December 7, 2016
I represented a commercial landlord in Manhattan on a retail space. Retail is not doing so great these days, and this was a specialty store. The landlord had given the tenant many chances to catch up. It just wasn’t meant to be.
Tenant’s attorney announced that tenant was leaving and they gave us the requisite six months’ notice under the Good Guy Guaranty.

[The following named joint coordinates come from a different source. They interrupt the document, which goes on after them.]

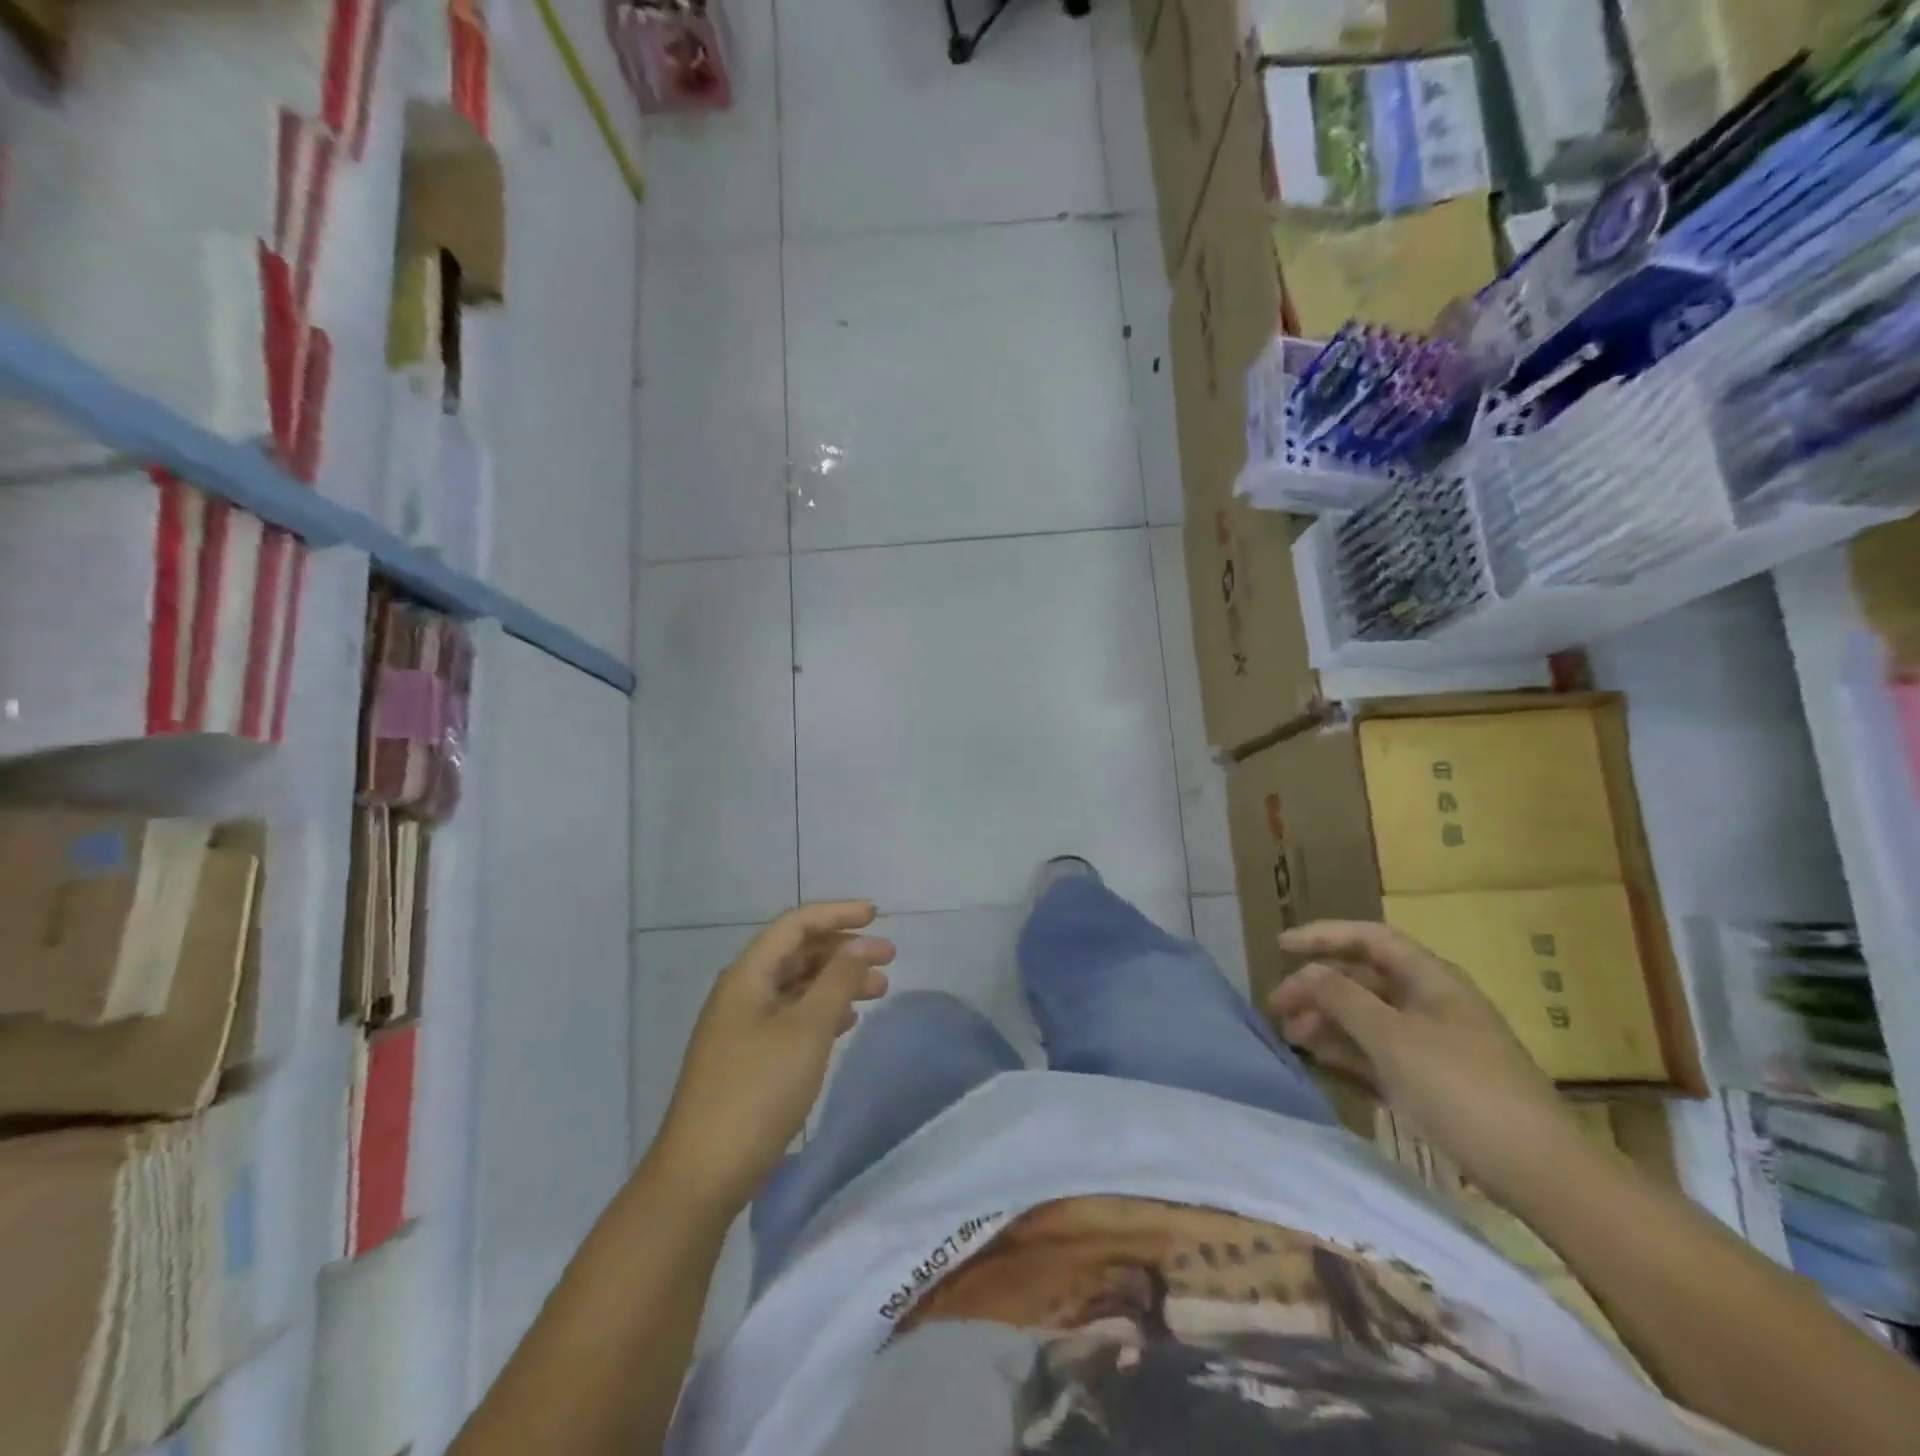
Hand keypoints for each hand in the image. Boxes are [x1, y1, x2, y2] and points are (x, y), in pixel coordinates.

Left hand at [652, 902, 894, 1212]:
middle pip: (798, 953)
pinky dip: (823, 1011)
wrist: (701, 1175)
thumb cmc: (757, 1092)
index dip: (837, 914)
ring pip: (798, 986)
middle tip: (889, 959)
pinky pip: (791, 1017)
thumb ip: (837, 982)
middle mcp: (742, 992)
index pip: (796, 924)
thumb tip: (859, 947)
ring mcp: (742, 1027)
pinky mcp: (748, 1059)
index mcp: (748, 976)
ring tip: (879, 990)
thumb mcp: (806, 1030)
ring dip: (837, 982)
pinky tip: (847, 1022)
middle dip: (844, 950)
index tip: (877, 917)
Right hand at [1266, 921, 1586, 1203]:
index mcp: (1430, 979)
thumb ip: (1341, 998)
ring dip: (1327, 1020)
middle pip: (1363, 978)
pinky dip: (1347, 1050)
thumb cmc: (1462, 1090)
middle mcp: (1430, 1002)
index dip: (1323, 936)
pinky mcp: (1432, 1079)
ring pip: (1367, 1016)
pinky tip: (1321, 1058)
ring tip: (1292, 1038)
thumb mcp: (1392, 1038)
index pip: (1369, 938)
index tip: (1280, 947)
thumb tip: (1305, 973)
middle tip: (1277, 1008)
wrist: (1541, 1173)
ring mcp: (1432, 1042)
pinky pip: (1379, 1051)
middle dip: (1318, 987)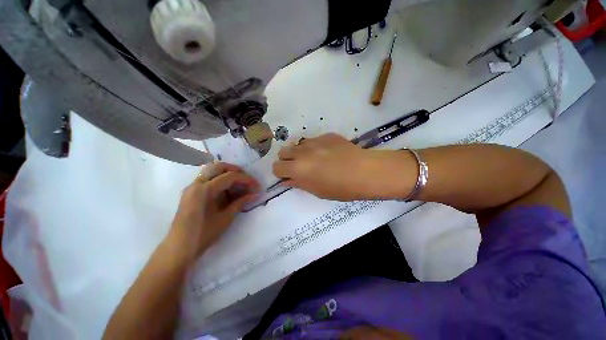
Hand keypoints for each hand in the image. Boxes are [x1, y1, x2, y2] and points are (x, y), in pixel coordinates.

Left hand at [169, 163, 259, 260]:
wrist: (179, 248)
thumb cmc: (203, 234)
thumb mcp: (226, 218)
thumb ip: (241, 202)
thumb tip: (256, 194)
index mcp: (205, 190)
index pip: (230, 176)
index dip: (246, 179)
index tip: (257, 186)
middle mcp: (197, 183)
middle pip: (219, 166)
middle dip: (236, 170)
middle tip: (247, 180)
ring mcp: (192, 187)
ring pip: (212, 170)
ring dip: (227, 173)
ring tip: (239, 184)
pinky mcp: (191, 192)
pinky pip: (207, 178)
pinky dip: (219, 179)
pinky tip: (227, 190)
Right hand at [273, 133, 412, 200]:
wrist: (365, 171)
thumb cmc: (340, 188)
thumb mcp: (317, 191)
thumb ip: (299, 183)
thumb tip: (288, 180)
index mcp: (297, 168)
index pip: (277, 167)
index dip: (281, 173)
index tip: (289, 176)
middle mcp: (302, 152)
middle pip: (283, 151)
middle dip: (287, 160)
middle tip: (299, 167)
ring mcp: (314, 141)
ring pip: (298, 144)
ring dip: (300, 153)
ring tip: (315, 160)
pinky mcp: (326, 135)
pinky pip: (314, 141)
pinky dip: (315, 147)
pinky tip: (329, 153)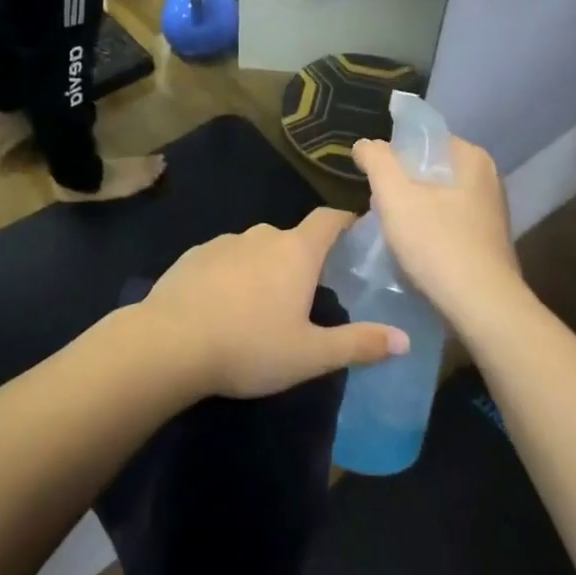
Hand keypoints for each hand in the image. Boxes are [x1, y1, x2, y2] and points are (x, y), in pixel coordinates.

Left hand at [142, 208, 408, 399]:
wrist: (170, 342)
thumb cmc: (249, 346)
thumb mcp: (311, 355)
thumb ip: (359, 344)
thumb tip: (405, 339)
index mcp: (295, 252)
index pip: (329, 219)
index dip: (345, 221)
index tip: (357, 232)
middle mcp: (262, 236)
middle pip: (292, 238)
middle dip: (303, 258)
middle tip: (311, 291)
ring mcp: (223, 242)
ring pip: (255, 248)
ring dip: (265, 267)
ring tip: (264, 304)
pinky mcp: (194, 255)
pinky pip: (224, 259)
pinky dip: (232, 275)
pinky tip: (224, 306)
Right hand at [352, 135, 524, 333]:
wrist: (482, 309)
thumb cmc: (437, 243)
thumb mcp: (395, 194)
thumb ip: (376, 159)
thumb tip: (364, 145)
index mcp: (471, 157)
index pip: (420, 139)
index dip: (391, 154)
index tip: (371, 178)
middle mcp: (486, 178)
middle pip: (427, 169)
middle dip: (400, 184)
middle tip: (377, 205)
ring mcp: (489, 212)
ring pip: (435, 197)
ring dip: (411, 209)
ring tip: (391, 229)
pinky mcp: (486, 242)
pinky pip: (446, 222)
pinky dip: (427, 229)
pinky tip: (413, 249)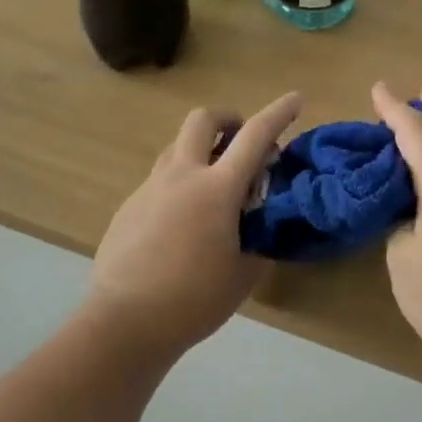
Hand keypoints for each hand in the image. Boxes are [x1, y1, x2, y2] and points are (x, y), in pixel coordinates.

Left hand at [87, 91, 302, 354]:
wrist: (125, 322)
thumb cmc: (194, 299)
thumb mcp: (244, 273)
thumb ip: (258, 238)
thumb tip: (258, 222)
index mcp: (216, 189)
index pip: (255, 135)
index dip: (279, 113)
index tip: (296, 99)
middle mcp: (181, 176)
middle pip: (203, 120)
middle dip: (228, 119)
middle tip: (242, 144)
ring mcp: (150, 188)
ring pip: (177, 147)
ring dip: (202, 151)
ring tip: (215, 187)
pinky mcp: (129, 206)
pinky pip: (159, 179)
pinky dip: (180, 183)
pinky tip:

Thanks for that, but you are also several months behind in the rent.
I pointed out to tenant’s counsel that the Good Guy contained this important language: “[Guarantors] guarantee to Landlord…the full and timely payment…[of] the ‘Obligations’”.
“Obligations” was defined in the Guaranty as, “the full and prompt payment of all Fixed Annual Rent, Additional Rent, and all other charges and sums due and payable by Tenant under the Lease….”
The Guaranty lasted, “through and including that date that Tenant…shall have completely performed all of the following”….
The “following” included not only handing in the keys buy also included, “paid to Landlord all Obligations to and including the date which is the later of (x) the actual receipt by Landlord of the Obligations (y) the surrender of the demised premises, and (z) receipt by landlord of the Demised Premises.”
In other words, surrender was not enough to cut off the Guarantors’ obligations. Tenant would also have to be paid up fully on the date of surrender.
What’s the Lesson? The lesson is that words in contracts matter and if the retail rental market is soft (like now) tenants should be negotiating for Good Guy Guarantees that don’t require payment in full as a prerequisite to cutting off liability. The other lesson is that both landlord and tenant must read the Good Guy Guaranty with a fine tooth comb before a surrender. My partner, Jay B. Itkowitz, has written extensively on Good Guy Guarantees.